Aus diesem Grund wird ein Mensch, der Christ wird und nicht zuvor den Drang zur Nächstenliebe hat, niemals zur Nächstenliebe fähig werden, sondern allenfalls zum Mitleid. Es gibt nicht eine Operation, die dem Menschen Spontaneität beibringt. Nächstenleibe ist kein Programm, was man sich aneignen könnte, als etwas, was man annimmt und wieder ablegen könnte; es ist etwas, was mit der Person verwächst, im Grunde die Person selbst.
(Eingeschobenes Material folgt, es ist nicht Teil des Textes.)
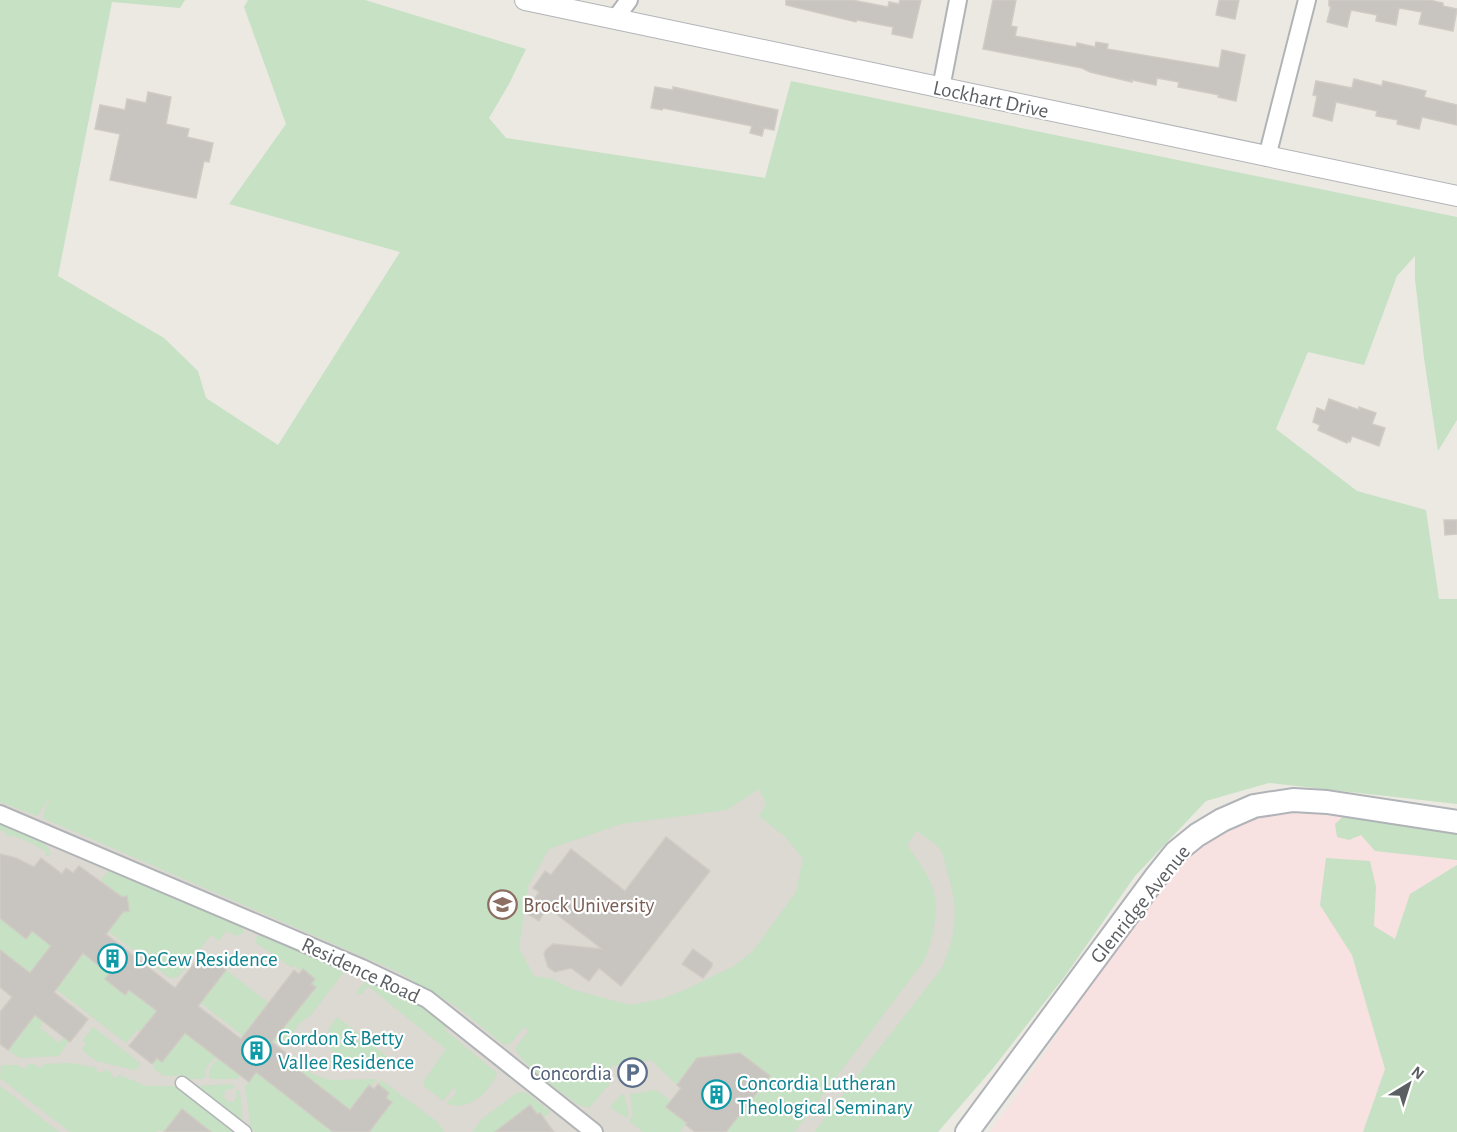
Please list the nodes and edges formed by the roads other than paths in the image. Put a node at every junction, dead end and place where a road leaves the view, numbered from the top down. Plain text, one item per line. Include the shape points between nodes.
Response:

Ein Ausspruch: „Gott, helfe mir, dass ich meinen Nächsten lieben kann“, hat die gleiche Qualität, als würde ich bitten, „Gott mach, dass in der Lotterie den Hauptgewinn ziehe!“ Es kann einem Menschen nichts Schöneres geschehen, als seine Nächsten zu lieben und wer um so etwas bitten muss, der hat noch niemals erfahren, wie die Liebe überhaupt schmeckt. Hätte er davon einmal probiert, dann würde er denjenigen verwundert ansehen, der um so etwas bittet.
Wer sich zu dem Wertvollsten gar nicht hingezogen fühlt, warum bittet er dann darum? Was soll man denn von einem Menschen denken, der sich so verhält, als müsse man ihm das Wertvollste aufzwingen. Hat denn niemand bisher die Kraft gespürt, die aus der Liebe zum Nächsten erwächst?
Ich kann sicher nicht für Gott sprechen, aber wenn ich mir ein solches Bild ausmale, dann denke ich, dass Gott denjenigen, der ihn um Liebesfähigkeit bittet, wohl auslachen wird.
Wer Gott mit Nächstenliebe beeindrucken wollte, der verhält sich so, als wenn ein gut genährtes Kind seine Mutter beeindrucken will, dass es überhaupt etwas isst.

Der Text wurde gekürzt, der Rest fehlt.